Mereka hidup berkelompok hingga belasan ekor yang terdiri dari beberapa jantan dan
betina. Makanan utamanya ialah dedaunan muda dan buah-buahan hutan bakau
seperti buah pidada (Sonneratia caseolaris). Monyet ekor panjang memiliki peranan
yang penting di dalam Suaka Margasatwa Muara Angke, karena membantu
penyebaran biji-bijian tumbuhan hutan. Biji-biji yang tak dapat dicerna itu akan
dikeluarkan kembali bersama dengan fesesnya.

Jenis mamalia lain yang dapat ditemukan di SMMA, akan tetapi jarang terlihat,
adalah berang-berang cakar-kecil (Aonyx cinerea). Karnivora kecil pemakan ikan dan
aneka hewan air ini terutama aktif di malam hari (nokturnal).

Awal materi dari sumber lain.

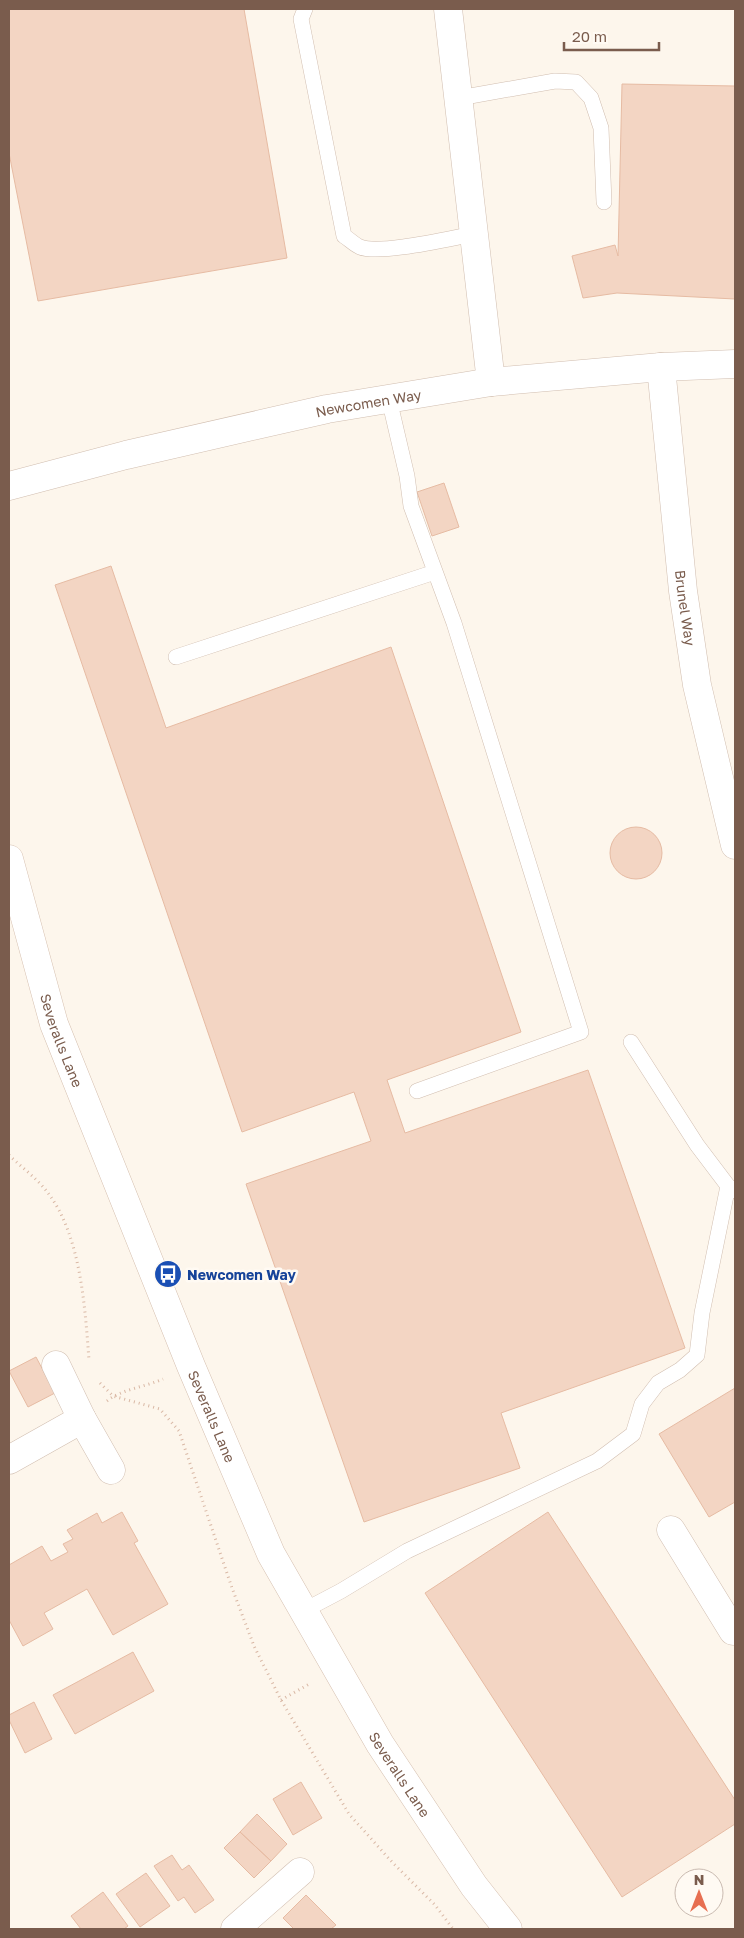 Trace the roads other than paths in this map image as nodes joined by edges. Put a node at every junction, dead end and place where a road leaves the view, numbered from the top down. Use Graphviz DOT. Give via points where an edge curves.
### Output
graph roads {
  1 [pos="305,9"];
  2 [pos="448,9"];
  3 [pos="459,98"];
  4 [pos="604,202"];
  5 [pos="474,234"];
  6 [pos="735,364"];
  7 [pos="661,367"];
  8 [pos="491,382"];
  9 [pos="389,399"];
  10 [pos="9,486"];
  11 [pos="435,572"];
  12 [pos="176,657"];
  13 [pos="735,845"];
  14 [pos="9,859"];
  15 [pos="631,1042"];
  16 [pos="417,1091"];
  17 [pos="732,1188"];
  18 [pos="56,1366"];
  19 [pos="82,1419"];
  20 [pos="9,1460"];
  21 [pos="110,1470"];
  22 [pos="671,1530"];
  23 [pos="303,1611"];
  24 [pos="735,1631"];
  25 [pos="300,1872"];
  26 [pos="236,1929"];
  27 [pos="508,1929"];
  1 -- 5 [label="lane" via="301,19 344,236 360,247 375,248 402,247"];
  2 -- 3 [label="street"];
  3 -- 4 [label="lane" via="555,81 576,82 591,98 601,128"];
  3 -- 5 [label="street"];
  5 -- 8 [label="street"];
  6 -- 7 [label="street, Newcomen Way"];
  7 -- 8 [label="street, Newcomen Way"];
  7 -- 13 [label="street, Brunel Way" via="683,591 697,685"];
  8 -- 9 [label="street, Newcomen Way"];
  9 -- 10 [label="street, Newcomen Way" via="317,411"];
  9 -- 11 [label="lane" via="411,506"];
  11 -- 12 [label="lane"];
  11 -- 16 [label="lane" via="454,623 581,1032"];
  14 -- 23 [label="street, Severalls Lane" via="54,1024 191,1366 271,1554"];
  15 -- 17 [label="lane" via="697,1145"];
  17 -- 23 [label="lane" via="702,1313 697,1355 658,1383 642,1404 632,1434 597,1461 407,1551"];
  18 -- 19 [label="street"];
  19 -- 20 [label="street"];
  19 -- 21 [label="street"];
  22 -- 24 [label="street"];
  23 -- 27 [label="street, Severalls Lane" via="380,1744 474,1886"];
  25 -- 26 [label="street"];
}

SMMA juga menjadi tempat hidup berbagai spesies reptilia seperti biawak air
(Varanus salvator), ular sanca kembang (Python reticulatus), ular sendok Jawa alias
kobra Jawa (Naja sputatrix), ular welang (Bungarus fasciatus), ular kadut belang
(Homalopsis buccata), ular cincin mas (Boiga dendrophila), ular pucuk (Ahaetula
prasina) dan ular bakau (Cerberus rhynchops). Menurut informasi dari warga sekitar,
di SMMA masih ditemukan pula jenis buaya muara (Crocodylus porosus).

[sunting] Mencapai SMMA

Suaka margasatwa ini terletak berbatasan dengan kompleks pemukiman Pantai Indah
Kapuk (PIK). Pintu masuknya berada di seberang kompleks ruko Niaga Mediterania,
di bagian timur PIK.

Untuk menuju SMMA, yang termudah adalah dengan mencapai Mega Mall Pluit
lebih dulu. Pertokoan ini mudah dicapai dengan berbagai kendaraan umum dari arah
Grogol atau Jakarta Kota melalui Jembatan Tiga. Kendaraan dari arah jalan tol dalam
kota Jakarta hendaknya keluar di pintu tol Jembatan Tiga.

Kemudian mengikuti jalan Pluit Indah di muka Mega Mall ke arah barat, dan
dilanjutkan menyeberangi perempatan dengan jembatan memasuki jalan Muara
Karang (Pluit Karang) terus ke arah barat hingga ke ujungnya. Menyeberangi
perempatan agak serong ke kiri (arah barat daya) terletak jalan Mandara Permai, jalan
masuk menuju Pantai Indah Kapuk.

Tidak jauh dari perempatan serong tersebut terdapat gerbang Pantai Indah Kapuk, dan
setelah menyeberang jembatan dan melalui bundaran, di sebelah kanan jalan (sebelah
utara, sekitar 500 meter dari gerbang) adalah Suaka Margasatwa Muara Angke.
Kendaraan dapat diparkir di kompleks ruko Niaga Mediterania, tepat di seberang
pintu masuk Suaka Margasatwa.
Lokasi ini dapat pula dicapai dari arah barat kompleks PIK, yakni dengan memasuki
wilayah PIK lebih dulu dan menuju jalan Pantai Indah Kapuk Utara 2, terus ke arah
timur hingga kompleks ruko Mediterania.